This is an excellent article, with a very good review of other methods which has been used for the rearrangement of epoxides to carbonyl compounds, and for our interests the rearrangement of propenylbenzene epoxides to phenylacetones is the most interesting transformation (such as isosafrole expoxide to MDP2P).
The reviewed methods include Pd(OAc)2/PPh3, BF3·Et2O, MgBr2, lithium salts, Indium chloride, Bismuth salts like BiOClO4/Bi(OTf)3, methylaluminium bis(4-bromo-2,6-di-tert-butylphenoxide) (MABR) as well as their own invention, to use catalytic (1 mol%) IrCl3·xH2O, which gives 100% conversion of propenylbenzene epoxide to P2P (THF/50°C/2h).
Iridium-Catalyzed Meinwald Epoxide Rearrangement
Iyad Karamé, M. Lorraine Tommasino and Marc Lemaire
Tet. Lett. 44(41), 7687-7689 (2003) (https://www.thevespiary.org/rhodium/Rhodium/chemistry/meinwald.rearr.ircl3.html)
(https://www.thevespiary.org/rhodium/Rhodium/chemistry/meinwald.rearr.ircl3.html)
Abstract
A novel and easy to handle procedure for the regioselective rearrangement of epoxides has been developed, based on an iridium catalyst.

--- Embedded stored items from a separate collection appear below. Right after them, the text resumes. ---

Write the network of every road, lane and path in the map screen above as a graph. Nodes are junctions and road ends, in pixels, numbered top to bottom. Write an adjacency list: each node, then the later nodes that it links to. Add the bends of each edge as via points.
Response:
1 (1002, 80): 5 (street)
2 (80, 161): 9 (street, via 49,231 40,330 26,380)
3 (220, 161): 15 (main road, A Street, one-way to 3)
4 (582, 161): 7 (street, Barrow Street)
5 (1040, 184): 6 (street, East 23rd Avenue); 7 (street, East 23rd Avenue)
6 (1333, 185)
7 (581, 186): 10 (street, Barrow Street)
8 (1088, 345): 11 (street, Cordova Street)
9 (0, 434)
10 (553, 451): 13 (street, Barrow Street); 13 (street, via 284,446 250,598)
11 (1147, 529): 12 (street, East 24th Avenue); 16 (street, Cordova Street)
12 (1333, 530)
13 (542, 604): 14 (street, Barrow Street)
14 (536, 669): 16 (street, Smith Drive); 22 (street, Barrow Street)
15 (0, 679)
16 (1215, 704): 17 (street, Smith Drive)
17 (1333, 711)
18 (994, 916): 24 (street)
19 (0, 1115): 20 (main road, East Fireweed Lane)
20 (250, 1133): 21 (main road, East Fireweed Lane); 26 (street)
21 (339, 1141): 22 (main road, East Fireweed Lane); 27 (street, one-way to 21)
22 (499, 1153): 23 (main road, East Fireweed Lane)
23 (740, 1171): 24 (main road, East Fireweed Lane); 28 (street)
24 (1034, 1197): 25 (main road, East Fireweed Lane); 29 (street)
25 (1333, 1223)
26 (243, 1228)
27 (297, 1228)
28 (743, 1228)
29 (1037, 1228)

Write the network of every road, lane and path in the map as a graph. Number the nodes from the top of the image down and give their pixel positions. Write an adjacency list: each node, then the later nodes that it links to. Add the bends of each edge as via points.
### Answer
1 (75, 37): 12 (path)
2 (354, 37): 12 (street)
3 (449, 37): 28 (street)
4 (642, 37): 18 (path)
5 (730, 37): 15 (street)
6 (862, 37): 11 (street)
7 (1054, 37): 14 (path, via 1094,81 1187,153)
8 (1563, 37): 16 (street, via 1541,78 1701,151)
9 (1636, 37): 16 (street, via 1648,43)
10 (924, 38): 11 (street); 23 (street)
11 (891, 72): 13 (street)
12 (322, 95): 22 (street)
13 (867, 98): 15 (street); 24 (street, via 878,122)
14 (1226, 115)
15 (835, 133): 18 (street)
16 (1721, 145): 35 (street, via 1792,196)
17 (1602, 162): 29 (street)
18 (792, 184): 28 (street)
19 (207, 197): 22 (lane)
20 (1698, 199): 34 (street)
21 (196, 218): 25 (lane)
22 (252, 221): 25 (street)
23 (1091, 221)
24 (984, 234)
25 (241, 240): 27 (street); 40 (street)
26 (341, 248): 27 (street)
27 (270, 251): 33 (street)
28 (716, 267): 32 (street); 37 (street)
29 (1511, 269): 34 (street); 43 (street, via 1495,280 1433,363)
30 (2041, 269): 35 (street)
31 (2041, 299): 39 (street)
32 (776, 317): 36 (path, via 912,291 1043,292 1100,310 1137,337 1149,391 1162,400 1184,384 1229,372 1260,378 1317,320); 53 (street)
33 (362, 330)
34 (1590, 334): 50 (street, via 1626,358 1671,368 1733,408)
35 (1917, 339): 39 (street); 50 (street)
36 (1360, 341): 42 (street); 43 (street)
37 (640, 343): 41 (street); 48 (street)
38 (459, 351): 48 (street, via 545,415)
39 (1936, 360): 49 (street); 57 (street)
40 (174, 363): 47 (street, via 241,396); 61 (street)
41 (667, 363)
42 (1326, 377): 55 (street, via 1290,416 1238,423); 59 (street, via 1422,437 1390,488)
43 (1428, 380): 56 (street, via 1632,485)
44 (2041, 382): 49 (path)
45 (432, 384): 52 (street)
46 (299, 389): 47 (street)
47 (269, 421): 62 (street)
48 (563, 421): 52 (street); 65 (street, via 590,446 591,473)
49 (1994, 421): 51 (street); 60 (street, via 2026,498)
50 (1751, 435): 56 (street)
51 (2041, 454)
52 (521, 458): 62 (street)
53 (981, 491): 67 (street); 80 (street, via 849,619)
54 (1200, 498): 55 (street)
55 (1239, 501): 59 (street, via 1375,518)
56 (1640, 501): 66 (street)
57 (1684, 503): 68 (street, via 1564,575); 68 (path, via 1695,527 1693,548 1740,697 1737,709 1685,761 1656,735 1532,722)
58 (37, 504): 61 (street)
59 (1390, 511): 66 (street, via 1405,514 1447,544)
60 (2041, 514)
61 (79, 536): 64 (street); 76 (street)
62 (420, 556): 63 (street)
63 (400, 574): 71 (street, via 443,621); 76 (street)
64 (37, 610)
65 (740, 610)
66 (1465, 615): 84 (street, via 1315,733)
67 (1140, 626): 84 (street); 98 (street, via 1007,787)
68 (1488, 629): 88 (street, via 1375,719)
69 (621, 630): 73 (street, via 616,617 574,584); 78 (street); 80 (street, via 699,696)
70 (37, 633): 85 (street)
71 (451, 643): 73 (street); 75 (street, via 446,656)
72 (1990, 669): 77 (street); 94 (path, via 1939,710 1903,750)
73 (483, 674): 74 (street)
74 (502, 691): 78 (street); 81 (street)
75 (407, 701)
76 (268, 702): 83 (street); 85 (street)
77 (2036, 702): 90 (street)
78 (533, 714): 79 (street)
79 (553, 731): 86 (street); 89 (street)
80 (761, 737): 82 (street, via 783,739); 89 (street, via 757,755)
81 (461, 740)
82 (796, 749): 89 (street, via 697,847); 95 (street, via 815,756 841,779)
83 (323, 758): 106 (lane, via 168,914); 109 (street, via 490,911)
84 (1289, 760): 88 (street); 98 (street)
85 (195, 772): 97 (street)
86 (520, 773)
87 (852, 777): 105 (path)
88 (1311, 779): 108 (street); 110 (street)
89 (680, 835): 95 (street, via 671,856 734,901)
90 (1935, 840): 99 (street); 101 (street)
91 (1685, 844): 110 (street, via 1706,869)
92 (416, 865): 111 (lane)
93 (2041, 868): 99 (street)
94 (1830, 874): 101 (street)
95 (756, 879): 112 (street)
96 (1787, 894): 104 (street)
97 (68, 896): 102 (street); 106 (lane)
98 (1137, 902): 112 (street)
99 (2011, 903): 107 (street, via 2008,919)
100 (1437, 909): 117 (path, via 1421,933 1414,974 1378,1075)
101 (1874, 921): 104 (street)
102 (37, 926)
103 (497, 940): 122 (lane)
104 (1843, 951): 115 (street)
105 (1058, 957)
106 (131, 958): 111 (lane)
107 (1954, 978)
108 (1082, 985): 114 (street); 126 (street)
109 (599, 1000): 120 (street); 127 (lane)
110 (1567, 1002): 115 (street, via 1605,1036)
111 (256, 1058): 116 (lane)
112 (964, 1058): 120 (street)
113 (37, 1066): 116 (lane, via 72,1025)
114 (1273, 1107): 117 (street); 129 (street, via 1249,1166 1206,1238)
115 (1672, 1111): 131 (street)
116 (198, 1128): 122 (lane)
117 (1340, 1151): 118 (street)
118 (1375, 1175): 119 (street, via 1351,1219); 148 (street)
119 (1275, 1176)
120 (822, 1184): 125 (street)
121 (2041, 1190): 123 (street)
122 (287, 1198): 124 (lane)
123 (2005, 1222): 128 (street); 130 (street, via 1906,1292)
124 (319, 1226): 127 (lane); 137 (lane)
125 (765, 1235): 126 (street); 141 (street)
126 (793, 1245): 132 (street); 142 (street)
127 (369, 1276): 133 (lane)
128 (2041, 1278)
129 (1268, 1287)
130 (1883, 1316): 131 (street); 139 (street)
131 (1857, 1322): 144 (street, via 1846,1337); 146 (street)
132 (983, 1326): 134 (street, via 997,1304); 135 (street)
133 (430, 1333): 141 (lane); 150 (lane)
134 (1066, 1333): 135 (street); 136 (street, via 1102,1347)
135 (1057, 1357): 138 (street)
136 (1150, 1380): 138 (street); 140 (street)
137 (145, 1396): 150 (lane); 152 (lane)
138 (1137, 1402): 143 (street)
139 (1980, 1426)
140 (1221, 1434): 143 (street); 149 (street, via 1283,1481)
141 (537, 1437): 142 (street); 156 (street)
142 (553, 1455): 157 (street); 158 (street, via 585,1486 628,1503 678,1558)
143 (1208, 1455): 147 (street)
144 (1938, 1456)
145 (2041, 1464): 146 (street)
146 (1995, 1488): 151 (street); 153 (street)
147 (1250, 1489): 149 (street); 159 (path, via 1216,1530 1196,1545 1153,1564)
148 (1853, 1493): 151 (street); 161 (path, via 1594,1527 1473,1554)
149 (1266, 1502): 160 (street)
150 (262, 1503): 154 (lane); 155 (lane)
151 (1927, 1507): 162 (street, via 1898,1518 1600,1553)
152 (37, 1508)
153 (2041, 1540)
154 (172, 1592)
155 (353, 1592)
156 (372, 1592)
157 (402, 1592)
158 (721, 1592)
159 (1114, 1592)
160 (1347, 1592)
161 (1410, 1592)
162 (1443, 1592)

Lewis acid-promoted selective rearrangement of trisubstituted epoxides to aldehydes or ketones
Keiji Maruoka, Noriaki Murase, Ronan Bureau, Takashi Ooi and Hisashi Yamamoto
Tetrahedron 50(12), 3663-3672 (1994) (https://www.thevespiary.org/rhodium/Rhodium/pdf/epoxide2ketone.mabr.pdf)
(https://www.thevespiary.org/rhodium/Rhodium/pdf/epoxide2ketone.mabr.pdf)
Abstract
Rearrangement of trisubstituted epoxides has been effected under the influence of various Lewis acids. Among these, methylaluminum bis(4-bromo-2,6-di-tert-butylphenoxide) (MABR) can be selectively rearranged from trisubstituted epoxides to aldehydes, while antimony pentafluoride is employable for selective rearrangement to ketones under mild conditions.